Section B: The Board of Directors shall meet as often as is necessary in its judgement to satisfactorily perform its assigned duties and responsibilities. Board meeting may be held as long as all Board members have been given reasonable notice of the time, place and proposed agenda.
Section C: A Board meeting shall require a quorum for any action taken to be binding. A quorum shall be defined as the presence of at least ½ of the elected officers. Board decisions may be made by general agreement or by formal vote. Any board member may request a formal vote on any item at any time.
Section D: Officers will be elected at the Annual General Meeting (AGM) and serve for the duration defined in the section F of this article.
Section E: All officers shall be PMI members in good standing.

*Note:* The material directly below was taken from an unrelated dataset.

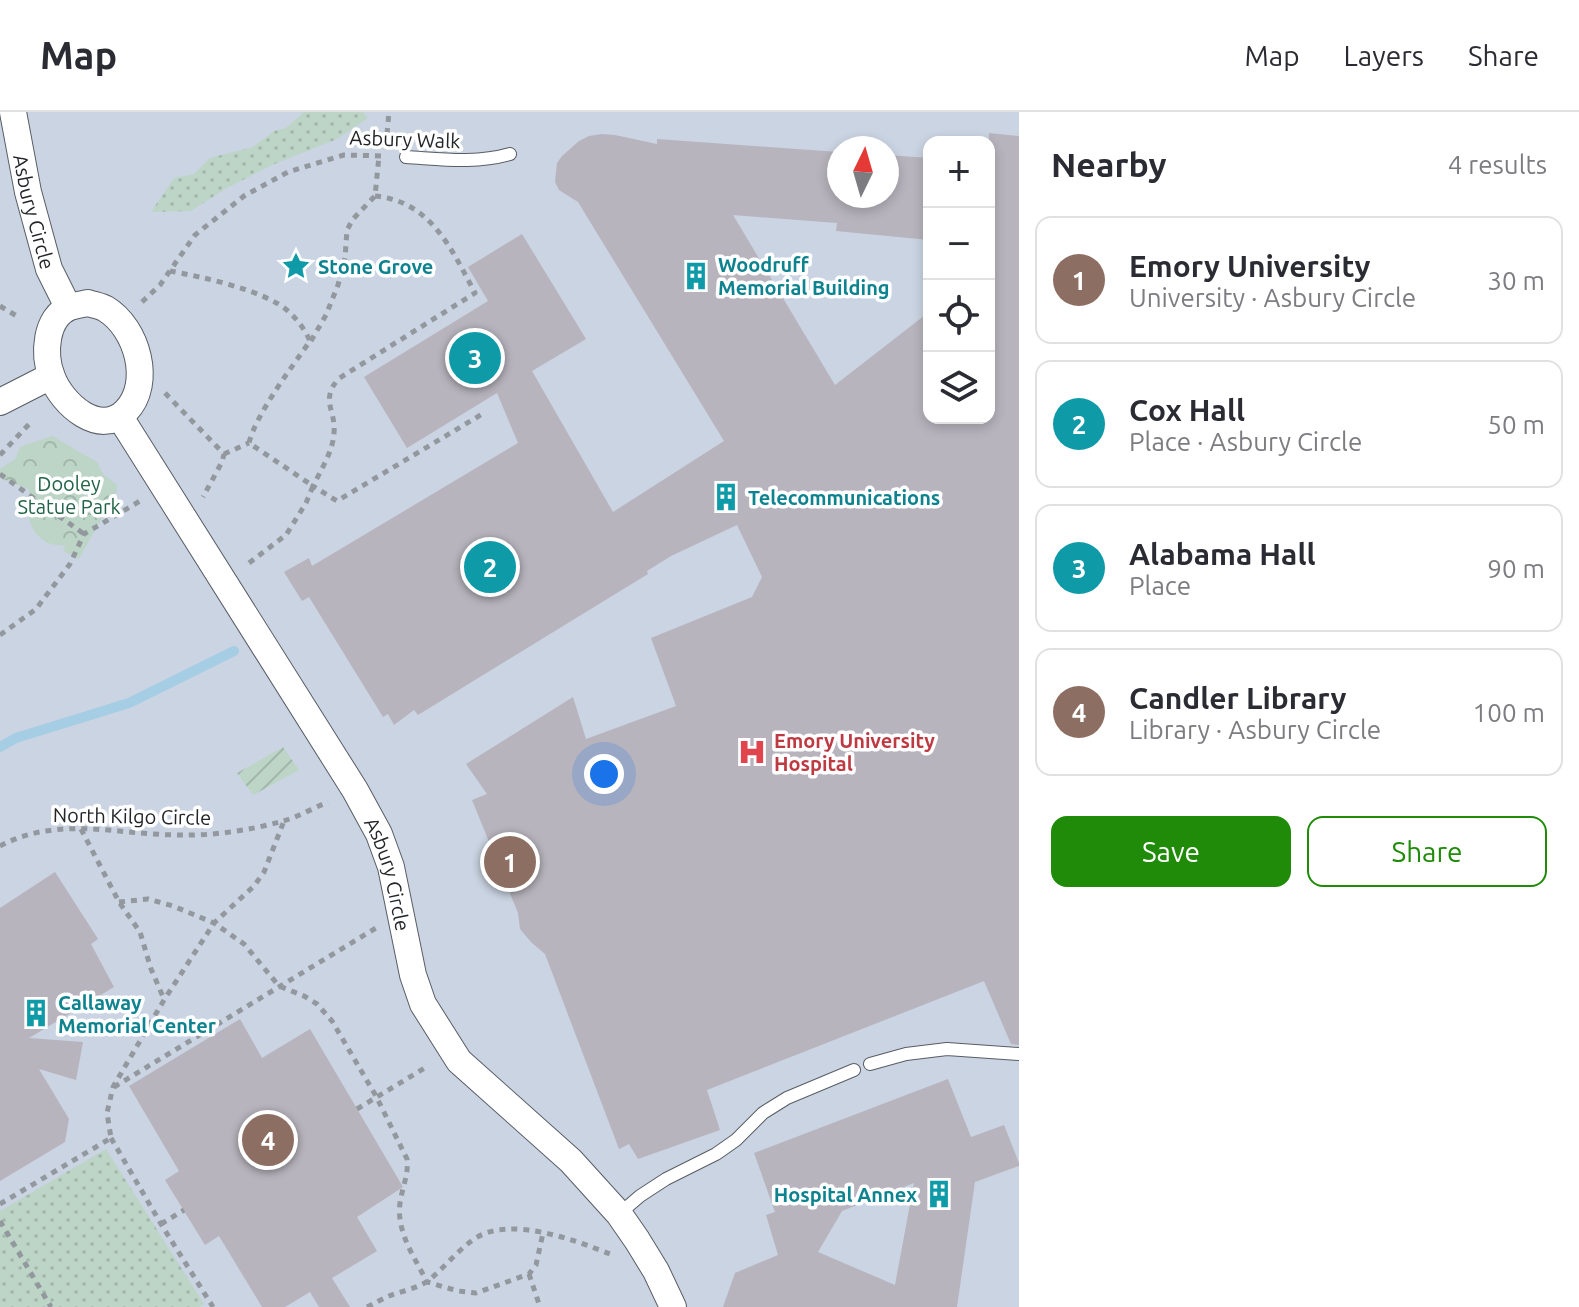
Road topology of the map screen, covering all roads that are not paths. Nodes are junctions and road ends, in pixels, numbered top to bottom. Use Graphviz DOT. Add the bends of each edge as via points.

Section F: Nomination, election and duration of officers. Officers will be elected with the majority of the votes of the Chapter Members, attending the annual general meting (AGM). They will stay in charge for two years in succession starting from 1st January of following year to 31st December of year in succession and will be able to be elected only for two times in succession for the same charge.
Section G: Director of Programs shall become President if the President's office becomes vacant.
Section H: Resignation. An officer may resign from their position by submitting written notice to the Board. Unless another time is specified in the notice or determined by the Board, resignation shall be effective upon receipt by the Board.
Section I: Other vacant offices shall be appointed by the President with the approval of the Board.
Section J: Removal. A Chapter officer may be removed from their office for dishonesty, fraud or misrepresentation in connection with the affairs of the Chapter by a Two-Thirds vote of members at an official Chapter meeting.
Section K: The duties and responsibilities of Chapter management shall be assigned to the various Chapter Officers as follows or as defined in Article VI of these By-Laws:
Section L: (1) The President shall preside at all business, Chapter Programs, and Board meeting of the Chapter. The President shall perform all acts required or authorized by the Constitution and shall have such other powers and duties as may be assigned by the Chapter Board of Directors. The President shall be the official custodian of the Chapter Charter. The Director of Programs will preside in the President's absence. The President shall appoint members of Nominating Committee. The President will submit to PMI Executive Office the Chapter annual Renewal Survey by the designated due date. The President will represent the Chapter or appoint an alternate as a member of the Council of the Chapter Presidents (CCP) at the bi-annual meeting. The President will act as liaison with PMI. The President will maintain and deliver all permanent records to the position successor as required.
Section M: (2) The Director of Programs and Professional Development shall be responsible for all arrangements necessary to support Chapter programs and to assure that all Chapter members are notified by mail of all Chapter programs; He/She shall be responsible for encouraging development of Project Management Professionals (PMPs) through development of educational publications and seminars.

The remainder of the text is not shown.